▶ **ACTIVITY**: Where does the word "nowrap" occur in the entries below? Copy every line that has it.

▶ **RECORDS TO USE**:
· · · · · · ·

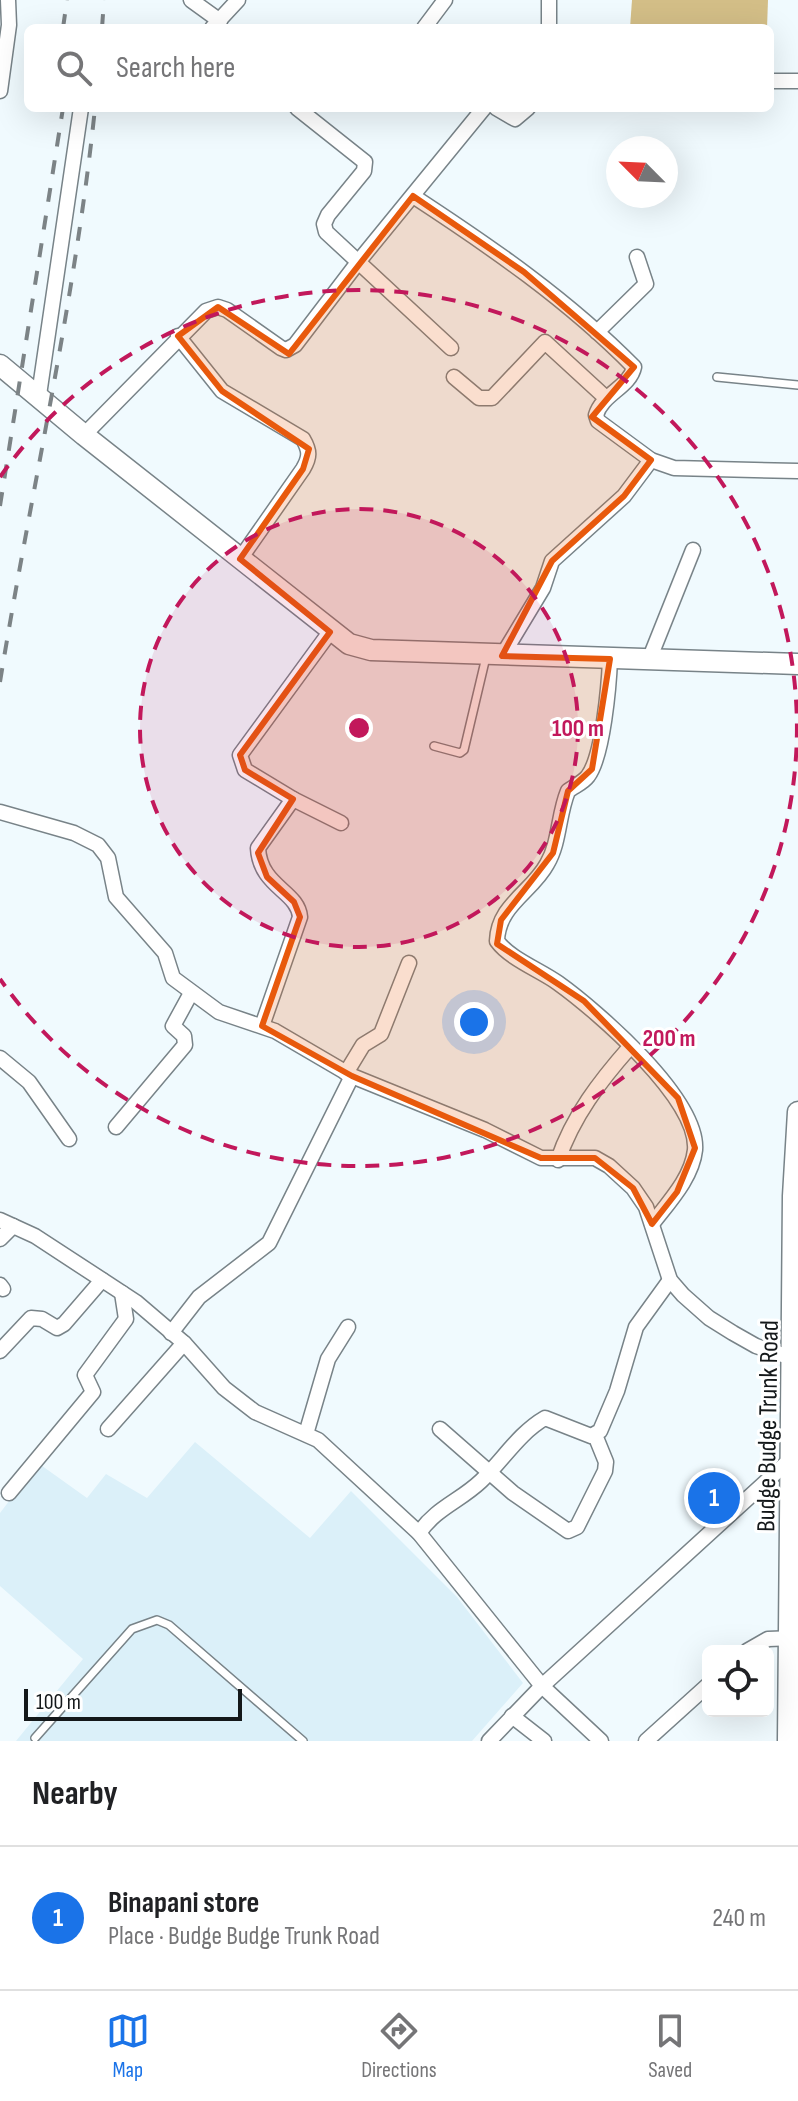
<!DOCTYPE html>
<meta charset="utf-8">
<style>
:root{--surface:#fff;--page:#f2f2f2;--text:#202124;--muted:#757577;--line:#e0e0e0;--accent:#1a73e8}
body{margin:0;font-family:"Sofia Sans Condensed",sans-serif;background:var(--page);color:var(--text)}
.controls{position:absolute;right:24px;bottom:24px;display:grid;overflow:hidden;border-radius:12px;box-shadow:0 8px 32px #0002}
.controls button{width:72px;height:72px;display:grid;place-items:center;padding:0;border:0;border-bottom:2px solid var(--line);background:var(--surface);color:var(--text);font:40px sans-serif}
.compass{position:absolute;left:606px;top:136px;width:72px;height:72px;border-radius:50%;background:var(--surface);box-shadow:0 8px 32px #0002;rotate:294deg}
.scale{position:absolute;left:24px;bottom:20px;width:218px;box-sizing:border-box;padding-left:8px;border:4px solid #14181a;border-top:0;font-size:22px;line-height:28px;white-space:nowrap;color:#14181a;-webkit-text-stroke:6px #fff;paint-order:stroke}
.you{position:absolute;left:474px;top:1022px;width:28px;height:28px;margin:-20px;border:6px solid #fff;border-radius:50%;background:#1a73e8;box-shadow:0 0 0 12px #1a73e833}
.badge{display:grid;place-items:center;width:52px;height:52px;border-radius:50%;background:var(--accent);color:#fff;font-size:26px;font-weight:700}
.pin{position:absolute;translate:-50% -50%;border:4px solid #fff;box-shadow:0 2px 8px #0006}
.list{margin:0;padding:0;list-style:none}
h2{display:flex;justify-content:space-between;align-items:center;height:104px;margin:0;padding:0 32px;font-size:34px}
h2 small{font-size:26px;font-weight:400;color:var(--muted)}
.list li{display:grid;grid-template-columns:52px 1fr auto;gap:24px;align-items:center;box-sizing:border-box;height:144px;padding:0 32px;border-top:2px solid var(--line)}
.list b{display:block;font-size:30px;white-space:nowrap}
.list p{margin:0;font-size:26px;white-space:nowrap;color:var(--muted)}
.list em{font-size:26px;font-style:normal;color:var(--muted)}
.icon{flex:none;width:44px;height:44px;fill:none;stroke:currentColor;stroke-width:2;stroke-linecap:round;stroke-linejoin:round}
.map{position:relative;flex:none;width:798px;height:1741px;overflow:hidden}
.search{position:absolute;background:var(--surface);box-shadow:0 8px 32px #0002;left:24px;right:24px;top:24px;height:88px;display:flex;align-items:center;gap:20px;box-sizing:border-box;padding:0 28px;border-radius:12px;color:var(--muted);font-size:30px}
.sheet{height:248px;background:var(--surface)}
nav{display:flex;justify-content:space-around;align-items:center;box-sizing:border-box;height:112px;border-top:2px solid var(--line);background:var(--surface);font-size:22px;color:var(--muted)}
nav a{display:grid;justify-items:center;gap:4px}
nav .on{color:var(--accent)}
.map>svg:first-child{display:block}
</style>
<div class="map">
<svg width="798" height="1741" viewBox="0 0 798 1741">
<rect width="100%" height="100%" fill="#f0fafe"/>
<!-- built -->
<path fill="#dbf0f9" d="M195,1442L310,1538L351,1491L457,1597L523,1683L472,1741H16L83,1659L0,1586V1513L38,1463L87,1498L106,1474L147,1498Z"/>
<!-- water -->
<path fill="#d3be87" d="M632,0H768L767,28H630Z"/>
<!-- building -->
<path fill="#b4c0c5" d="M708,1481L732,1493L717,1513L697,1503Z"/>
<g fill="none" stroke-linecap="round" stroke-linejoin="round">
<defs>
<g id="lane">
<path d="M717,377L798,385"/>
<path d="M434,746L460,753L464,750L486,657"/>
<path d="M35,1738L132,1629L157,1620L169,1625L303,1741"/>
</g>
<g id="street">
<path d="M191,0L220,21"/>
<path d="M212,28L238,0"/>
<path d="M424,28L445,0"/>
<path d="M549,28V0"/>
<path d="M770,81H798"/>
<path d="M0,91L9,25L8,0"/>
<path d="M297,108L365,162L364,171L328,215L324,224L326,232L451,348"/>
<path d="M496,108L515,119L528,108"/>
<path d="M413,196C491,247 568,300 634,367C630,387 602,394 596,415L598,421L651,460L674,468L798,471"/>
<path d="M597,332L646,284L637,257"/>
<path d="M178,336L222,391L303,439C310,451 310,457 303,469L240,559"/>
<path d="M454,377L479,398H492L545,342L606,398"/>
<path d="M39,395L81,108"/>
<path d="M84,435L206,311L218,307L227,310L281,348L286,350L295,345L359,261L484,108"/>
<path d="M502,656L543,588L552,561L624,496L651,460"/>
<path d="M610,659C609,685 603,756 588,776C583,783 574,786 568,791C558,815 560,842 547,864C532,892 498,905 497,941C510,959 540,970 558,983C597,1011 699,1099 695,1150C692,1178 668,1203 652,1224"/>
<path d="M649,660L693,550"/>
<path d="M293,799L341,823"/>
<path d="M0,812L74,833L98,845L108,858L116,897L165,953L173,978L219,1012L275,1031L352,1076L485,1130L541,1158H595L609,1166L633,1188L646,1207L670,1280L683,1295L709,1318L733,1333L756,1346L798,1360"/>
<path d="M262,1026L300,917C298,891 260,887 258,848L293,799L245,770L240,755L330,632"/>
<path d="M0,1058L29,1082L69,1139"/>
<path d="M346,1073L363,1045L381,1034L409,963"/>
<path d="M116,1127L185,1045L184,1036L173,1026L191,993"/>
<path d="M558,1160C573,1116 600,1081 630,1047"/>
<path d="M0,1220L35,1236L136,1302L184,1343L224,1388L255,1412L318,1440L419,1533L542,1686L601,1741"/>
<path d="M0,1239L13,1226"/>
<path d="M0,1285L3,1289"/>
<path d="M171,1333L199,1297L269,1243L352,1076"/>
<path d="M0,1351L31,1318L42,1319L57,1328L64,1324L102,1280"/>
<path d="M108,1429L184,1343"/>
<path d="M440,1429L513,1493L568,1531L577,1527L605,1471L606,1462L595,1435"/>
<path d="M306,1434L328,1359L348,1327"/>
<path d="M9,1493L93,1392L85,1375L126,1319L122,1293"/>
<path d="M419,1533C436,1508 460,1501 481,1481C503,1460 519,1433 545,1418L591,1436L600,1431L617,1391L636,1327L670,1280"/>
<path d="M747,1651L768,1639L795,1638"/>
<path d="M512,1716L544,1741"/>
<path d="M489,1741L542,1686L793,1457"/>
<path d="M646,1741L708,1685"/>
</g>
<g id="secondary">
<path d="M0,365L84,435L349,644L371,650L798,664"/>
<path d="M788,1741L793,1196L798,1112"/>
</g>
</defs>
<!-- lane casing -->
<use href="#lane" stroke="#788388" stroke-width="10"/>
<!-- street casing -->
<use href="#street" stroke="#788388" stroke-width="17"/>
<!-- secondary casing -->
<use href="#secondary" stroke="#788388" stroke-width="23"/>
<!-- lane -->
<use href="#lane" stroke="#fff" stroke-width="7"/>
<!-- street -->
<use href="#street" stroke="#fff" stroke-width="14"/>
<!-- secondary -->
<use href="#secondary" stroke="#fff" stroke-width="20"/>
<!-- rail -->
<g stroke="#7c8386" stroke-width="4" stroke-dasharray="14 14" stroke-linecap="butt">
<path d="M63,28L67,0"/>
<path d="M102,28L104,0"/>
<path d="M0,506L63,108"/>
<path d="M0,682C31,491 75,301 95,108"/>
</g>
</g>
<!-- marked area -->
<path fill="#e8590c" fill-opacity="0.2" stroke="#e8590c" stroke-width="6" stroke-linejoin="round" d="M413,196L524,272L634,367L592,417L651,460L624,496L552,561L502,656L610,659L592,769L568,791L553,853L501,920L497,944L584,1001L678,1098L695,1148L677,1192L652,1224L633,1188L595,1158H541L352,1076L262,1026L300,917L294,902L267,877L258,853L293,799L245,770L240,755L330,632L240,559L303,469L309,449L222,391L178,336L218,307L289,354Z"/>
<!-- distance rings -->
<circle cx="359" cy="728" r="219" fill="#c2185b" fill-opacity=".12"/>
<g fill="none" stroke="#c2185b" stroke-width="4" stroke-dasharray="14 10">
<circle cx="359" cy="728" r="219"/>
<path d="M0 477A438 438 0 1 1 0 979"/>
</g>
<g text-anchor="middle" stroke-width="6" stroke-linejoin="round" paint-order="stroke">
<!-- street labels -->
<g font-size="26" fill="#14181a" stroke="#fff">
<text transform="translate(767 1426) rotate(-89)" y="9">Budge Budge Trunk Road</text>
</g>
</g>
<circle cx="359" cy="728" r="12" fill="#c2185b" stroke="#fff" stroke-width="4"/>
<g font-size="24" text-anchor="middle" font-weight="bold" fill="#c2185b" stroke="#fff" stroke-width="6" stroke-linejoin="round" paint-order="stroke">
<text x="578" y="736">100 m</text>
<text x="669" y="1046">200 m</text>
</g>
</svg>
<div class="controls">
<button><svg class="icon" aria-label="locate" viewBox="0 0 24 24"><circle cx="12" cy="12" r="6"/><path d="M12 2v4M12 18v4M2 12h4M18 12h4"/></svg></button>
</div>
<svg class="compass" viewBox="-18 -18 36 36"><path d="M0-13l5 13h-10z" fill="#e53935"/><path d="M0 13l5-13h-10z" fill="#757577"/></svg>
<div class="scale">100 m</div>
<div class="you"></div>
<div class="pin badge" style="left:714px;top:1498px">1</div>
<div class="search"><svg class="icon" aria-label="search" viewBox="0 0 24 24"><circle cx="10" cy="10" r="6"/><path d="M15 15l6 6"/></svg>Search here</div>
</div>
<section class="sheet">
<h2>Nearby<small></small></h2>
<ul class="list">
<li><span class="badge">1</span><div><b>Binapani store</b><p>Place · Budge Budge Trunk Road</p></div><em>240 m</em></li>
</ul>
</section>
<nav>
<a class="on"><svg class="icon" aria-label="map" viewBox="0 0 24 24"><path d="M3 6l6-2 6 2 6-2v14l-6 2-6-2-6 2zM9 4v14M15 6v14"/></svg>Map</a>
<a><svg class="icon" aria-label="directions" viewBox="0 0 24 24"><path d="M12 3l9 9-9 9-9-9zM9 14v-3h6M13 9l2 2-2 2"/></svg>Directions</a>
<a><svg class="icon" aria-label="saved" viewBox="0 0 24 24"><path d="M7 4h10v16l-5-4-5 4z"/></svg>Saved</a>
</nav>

· · · · · · ·

▶ **RESULT OF THE EXERCISE**:
.scale{position:absolute;left:24px;bottom:20px;width:218px;box-sizing:border-box;padding-left:8px;border:4px solid #14181a;border-top:0;font-size:22px;line-height:28px;white-space:nowrap;color:#14181a;-webkit-text-stroke:6px #fff;paint-order:stroke}
.list b{display:block;font-size:30px;white-space:nowrap}
.list p{margin:0;font-size:26px;white-space:nowrap;color:var(--muted)}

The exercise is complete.